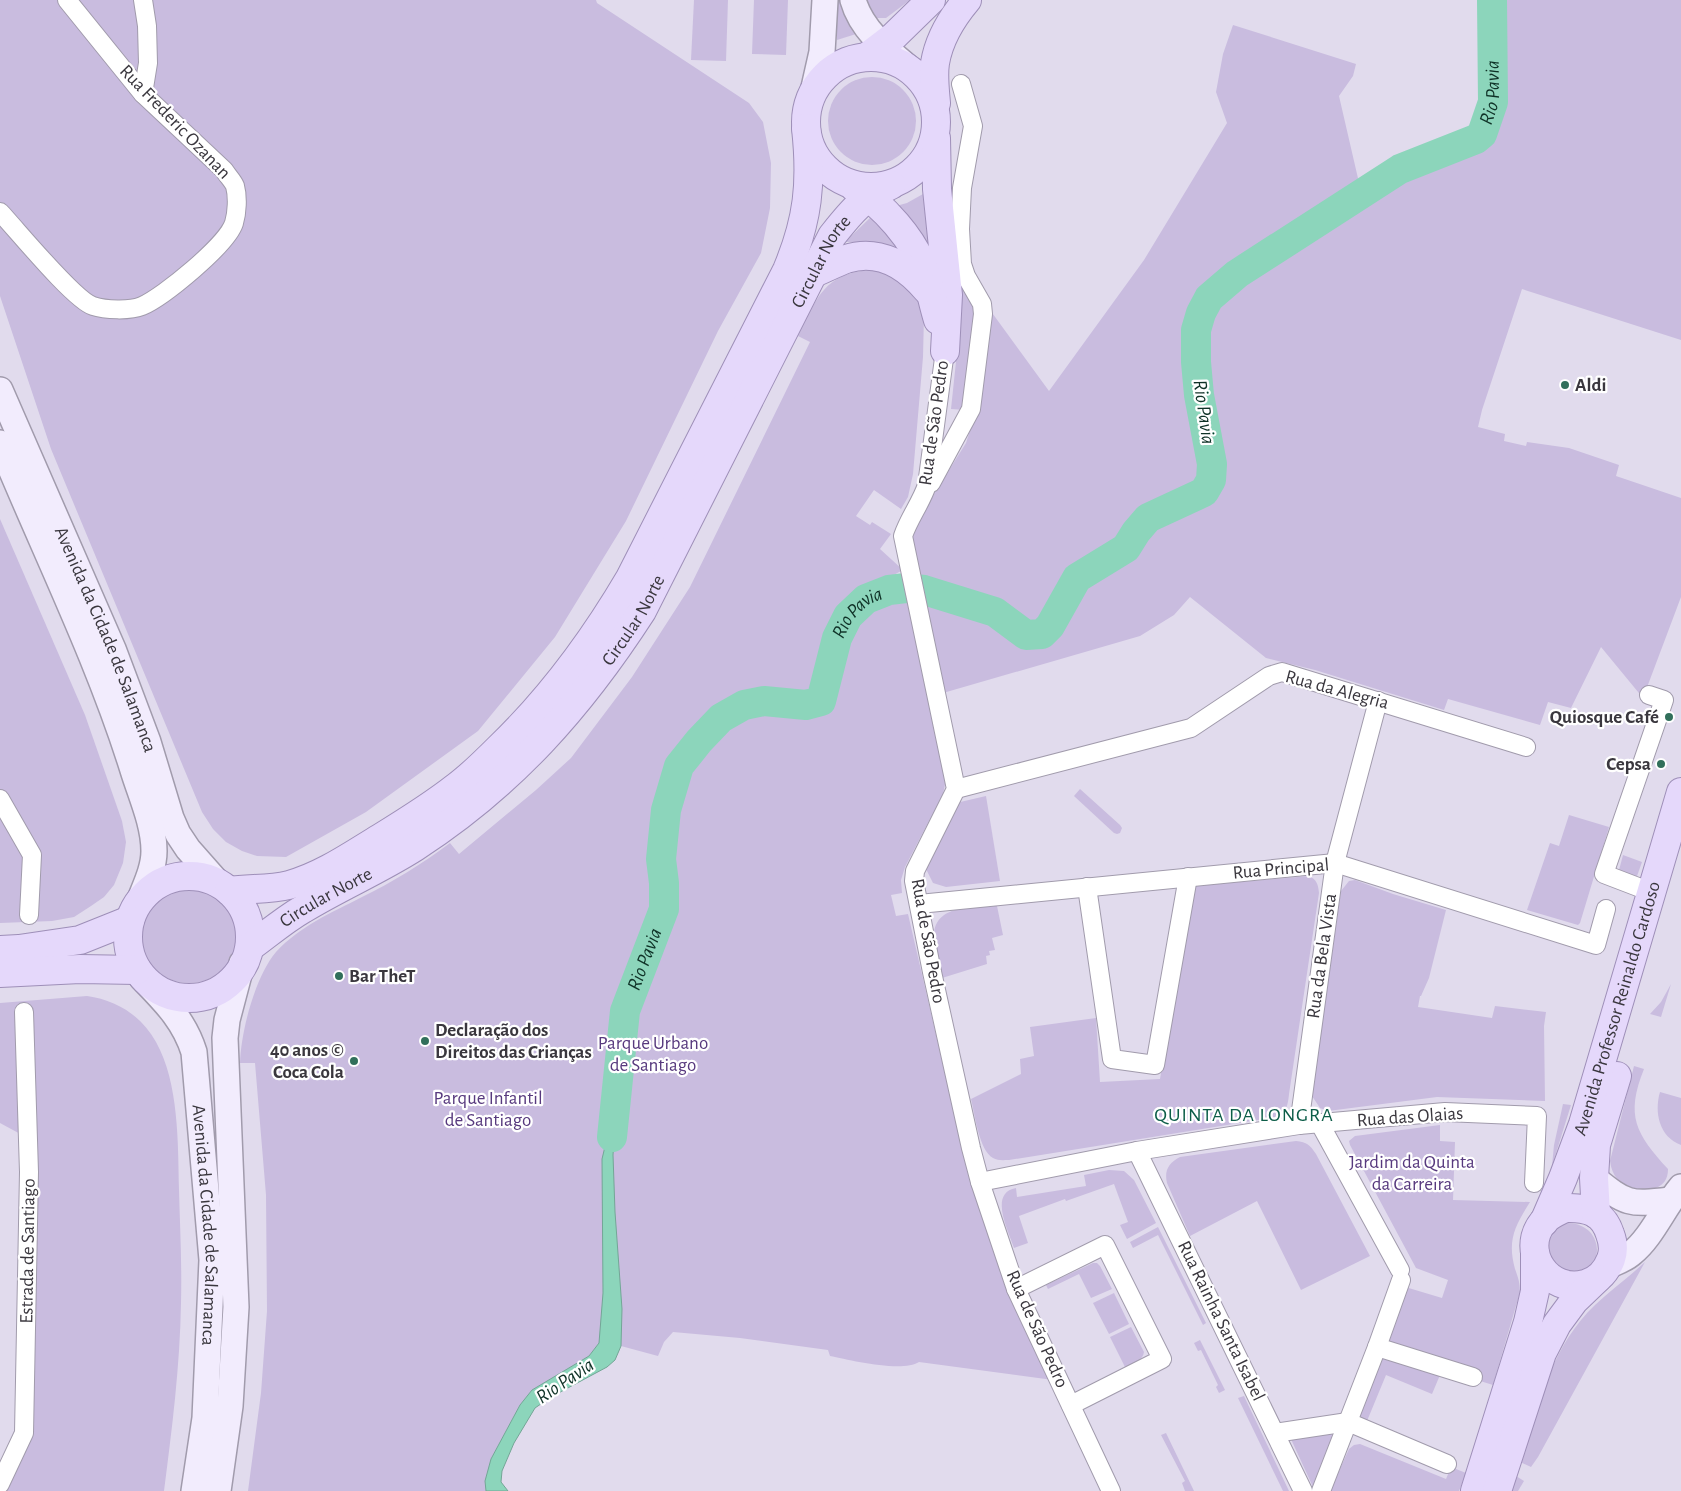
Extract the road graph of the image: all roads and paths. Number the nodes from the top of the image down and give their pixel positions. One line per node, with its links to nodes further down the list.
1 (66, 0): 10 (street, Rua Frederic Ozanan)
2 (142, 0): 10 (street)
3 (825, 0): 9 (street)
4 (853, 0): 7 (street)
5 (931, 0): 7 (main road)
6 (967, 0): 11 (main road)
7 (875, 51): 9 (main road); 11 (main road)
8 (961, 84): 20 (street)
9 (813, 92): 12 (main road)
10 (143, 94): 14 (street, Rua Frederic Ozanan)
11 (936, 121): 13 (main road); 17 (main road)
12 (806, 128): 13 (main road); 32 (main road, Circular Norte)
13 (870, 188): 15 (main road, Circular Norte); 16 (main road)
14 (0, 212)
15 (814, 273): 16 (main road); 40 (main road, Circular Norte)
16 (930, 294): 17 (main road)
17 (945, 351): 19 (street, Rua de São Pedro)
18 (0, 390): 32 (street, Avenida da Cidade de Salamanca)
19 (937, 411): 20 (street); 22 (street, Rua de São Pedro)
20 (963, 424): 22 (street)
21 (0, 443): 37 (street, Avenida da Cidade de Salamanca)
22 (923, 498): 26 (street, Rua de São Pedro)
23 (1649, 695): 34 (street)
24 (1378, 701): 25 (street, Rua da Alegria); 26 (street, Rua da Alegria); 30 (street, Rua da Bela Vista)
25 (1526, 747)
26 (956, 790): 35 (street, Rua de São Pedro)
27 (1681, 792): 34 (main road, Avenida Professor Reinaldo Cardoso)
28 (0, 799): 38 (street)
29 (1681, 858): 47 (main road, Avenida Professor Reinaldo Cardoso)
30 (1335, 864): 31 (street, Rua Principal); 36 (street, Rua Principal); 45 (street, Rua da Bela Vista)
31 (1188, 877): 33 (street, Rua Principal); 33 (street)
32 (223, 887): 37 (main road); 40 (main road)
33 (1087, 887): 35 (street, Rua Principal)
34 (1651, 892): 52 (main road, Avenida Professor Reinaldo Cardoso)
35 (919, 904): 48 (street, Rua de São Pedro)
36 (1606, 909)
37 (134, 911): 39 (main road); 42 (main road)
38 (29, 915)
39 (0, 950)
40 (246, 955): 42 (main road); 64 (street, Avenida da Cidade de Salamanca)
41 (0, 973): 42 (main road)
42 (139, 974): 63 (street, Avenida da Cidade de Salamanca)
43 (24, 1012): 62 (street, Estrada de Santiago)
44 (1320, 1124): 45 (street, Rua das Olaias); 49 (street, Rua das Olaias); 56 (street)
45 (1299, 1125): 46 (street, Rua das Olaias)
46 (1137, 1152): 48 (street, Rua das Olaias); 60 (street, Rua Rainha Santa Isabel)
47 (1594, 1178): 50 (street); 51 (main road, Avenida Professor Reinaldo Cardoso)
48 (980, 1182): 55 (street, Rua de São Pedro)
49 (1534, 1184)
50 (1675, 1194): 51 (street); 54 (street)
51 (1601, 1218): 52 (main road); 54 (main road)
52 (1544, 1222): 53 (main road)
53 (1535, 1253): 54 (main road); 68 (main road)
54 (1604, 1272): 69 (main road)
55 (1016, 1289): 58 (street, Rua de São Pedro); 58 (street)
56 (1377, 1347): 57 (street); 59 (street)
57 (1473, 1377)
58 (1071, 1405): 65 (street, Rua de São Pedro)
59 (1348, 1422): 60 (street); 61 (street); 67 (street)
60 (1276, 1433): 66 (street, Rua Rainha Santa Isabel)
61 (1447, 1464)
62 (0, 1484)
63 (194, 1491)
64 (218, 1491)
65 (1112, 1491)
66 (1303, 1491)
67 (1321, 1491)
68 (1475, 1491)
69 (1497, 1491)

================================

* _PROBLEM TO SOLVE_
Report all lines in the records that include the string "Bela".

* _FINAL ANSWER_
24 (1378, 701): 25 (street, Rua da Alegria); 26 (street, Rua da Alegria); 30 (street, Rua da Bela Vista)
30 (1335, 864): 31 (street, Rua Principal); 36 (street, Rua Principal); 45 (street, Rua da Bela Vista)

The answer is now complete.